# Outlook Express - MSOE.DLL Could not be Initialized



## Wood2722 (Aug 29, 2004)

Hello,

I am getting the following error when I try to launch outlook. I've searched the net but the instructions are way to confusing. I have win2000, celeron 800 with 128M, IE 6.1 SP1. Outlook was working fine... I had a lot of spyware on my system and still have some I can't remove... not sure if this is the problem. Please help!

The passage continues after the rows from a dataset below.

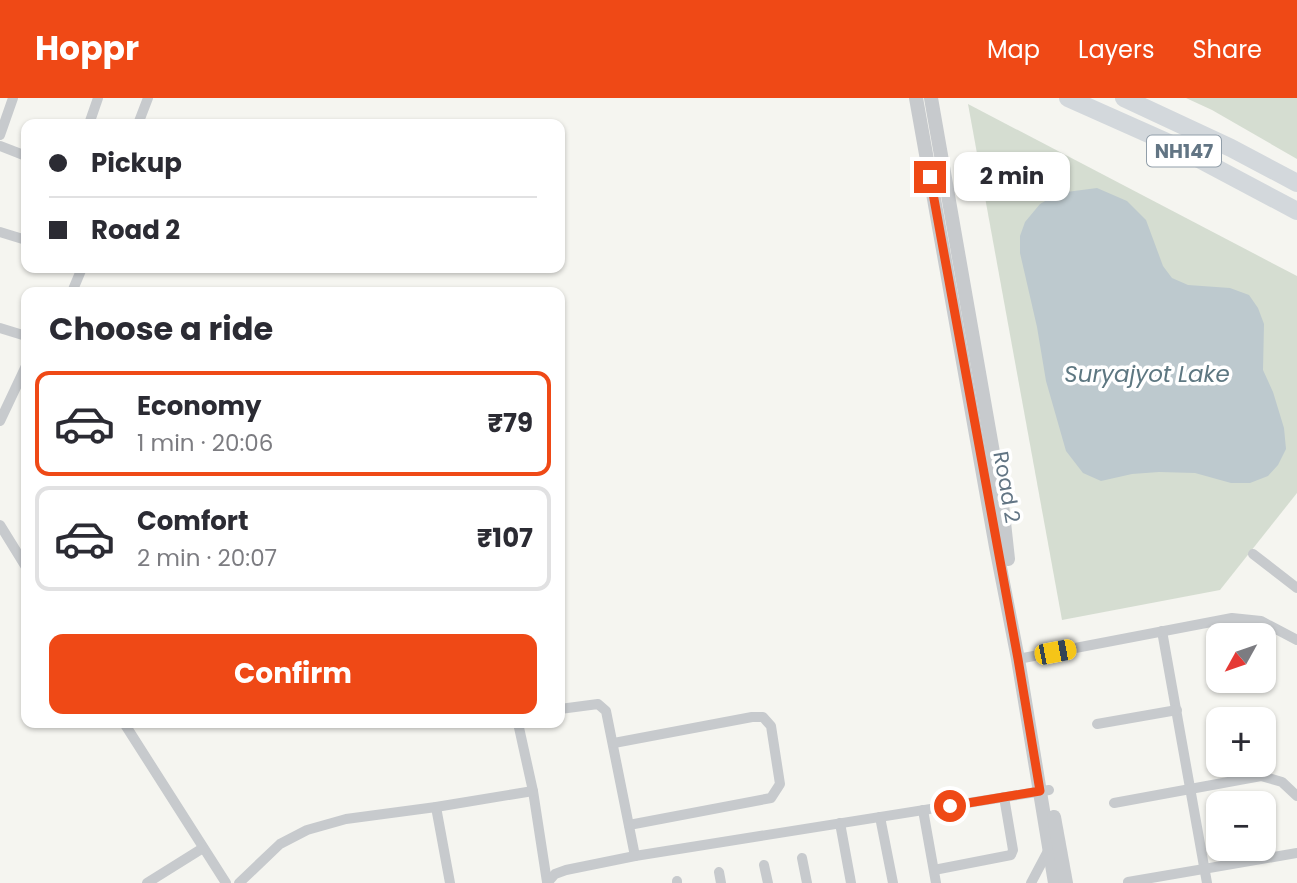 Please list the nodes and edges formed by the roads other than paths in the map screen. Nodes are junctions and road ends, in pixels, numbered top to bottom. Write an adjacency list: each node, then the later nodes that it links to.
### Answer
1 (13, 98): 10 (street)
2 (98, 98): 8 (street)
3 (148, 98): 9 (street)
4 (916, 98): 27 (street, Road 2)
5 (931, 98): 27 (street, Road 2)
6 (1068, 98): 14 (highway, NH147)
7 (1124, 98): 13 (highway, NH147)
8 (91, 119)
9 (140, 119)
10 (0, 135)
11 (0, 146): 12 (street)
12 (21, 154)
13 (1297, 183)
14 (1297, 211)
15 (0, 232): 16 (street)
16 (21, 238)
17 (0, 328): 18 (street)
18 (21, 334)
19 (21, 377): 20 (street)
20 (0, 421)
21 (0, 525): 23 (street)
22 (1253, 554): 24 (street)
23 (21, 559)
24 (1297, 587)
25 (1162, 631): 26 (street); 27 (street); 29 (street)
26 (1297, 640)
27 (1023, 658): 34 (street, Road 2)
28 (565, 708): 33 (street)
29 (1177, 710): 30 (street); 35 (street)
30 (1097, 724)
31 (127, 728): 45 (street)
32 (519, 728): 36 (street)
33 (614, 743): 44 (street); 44 (street)
34 (1044, 790): 38 (street); 46 (street, Road 2); 66 (street, Road 2)
35 (1191, 790): 37 (street); 39 (street); 52 (street)
36 (533, 791): 40 (street); 58 (street)
37 (1297, 796)
38 (1004, 797): 41 (street); 51 (street)
39 (1114, 803)
40 (436, 807): 56 (street); 57 (street)
41 (923, 810): 42 (street); 51 (street)
42 (880, 817): 43 (street); 62 (street)
43 (840, 823): 48 (street); 61 (street)
44 (629, 825): 48 (street)
45 (203, 848): 54 (street); 55 (street)
46 (1049, 849): 64 (street); 65 (street, Road 2)
47 (1297, 853): 52 (street)
48 (635, 856): 58 (street)
49 (802, 858): 60 (street)
50 (764, 865): 59 (street)
51 (934, 870): 63 (street)
52 (1205, 870): 53 (street); 67 (street)
53 (1128, 882)
54 (147, 883)
55 (226, 883)
56 (239, 883)
57 (450, 883)
58 (547, 883)
59 (768, 883)
60 (807, 883)
61 (851, 883)
62 (893, 883)
63 (936, 883)
64 (1031, 883)
65 (1055, 883)
66 (1066, 883)
67 (1207, 883) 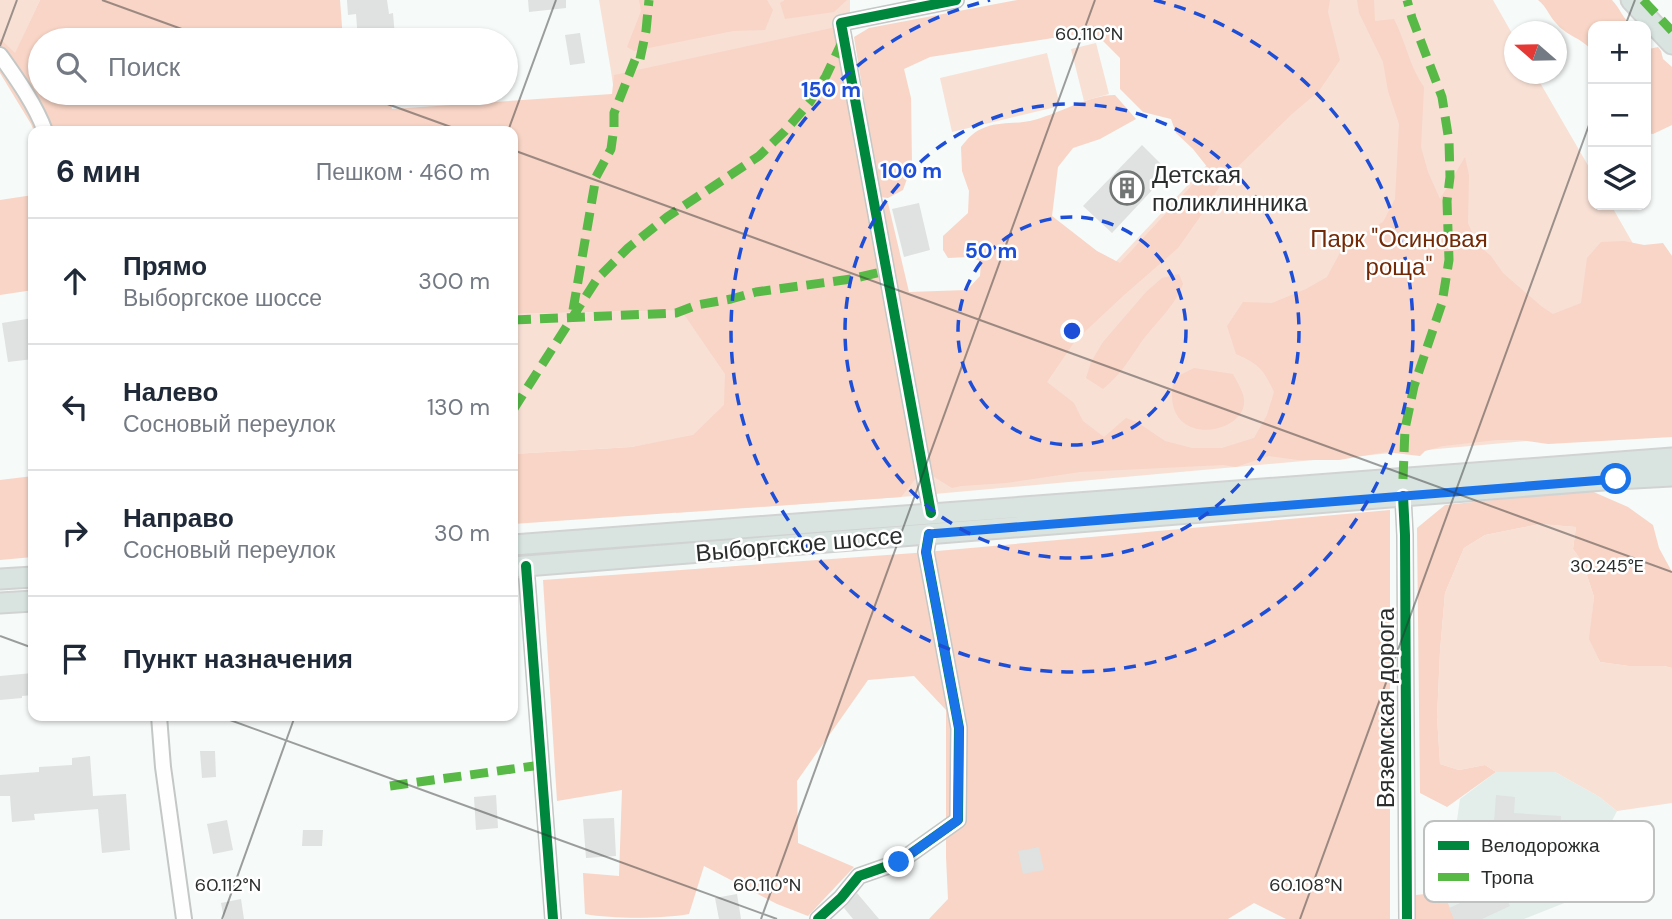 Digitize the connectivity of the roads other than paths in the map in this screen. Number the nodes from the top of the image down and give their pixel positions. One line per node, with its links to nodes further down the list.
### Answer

Outlook Express could not be started. The application was unable to open the Outlook Express message sore. Your computer may be out of memory or your disk is full. Contact Microsoft support for further assistance. (0x80040154,2) Then Outlook Express could not be started because MSOE.DLL could not be initialized. Outlook Express may not be installed correctly.


----------



## sponsor (Feb 14, 2004)

have a look here
http://support.microsoft.com/?kbid=245419


----------



## Wood2722 (Aug 29, 2004)

I've tried these steps twice... after I reboot and try to run the program again I get the same message... I do not get the connection wizard. What could I be doing wrong?


----------



## codecfears (Aug 30, 2004)

While not immediately related to your problem you have insufficient ram to smoothly run your chosen OS.

MSDN suggests this



> SUMMARY
> This article describes how to reinstall Microsoft Outlook Express 5 in Windows 2000. Reinstalling Outlook Express 5 may be a helpful troubleshooting step for problems involving Outlook Express or the Msoe.dll dynamic-link library (DLL).
> 
> Note that following the steps in this article require you to have the Windows 2000 installation CD-ROM available.
> ...


or http://support.microsoft.com/default.aspx?scid=kb;en-us;q232480


----------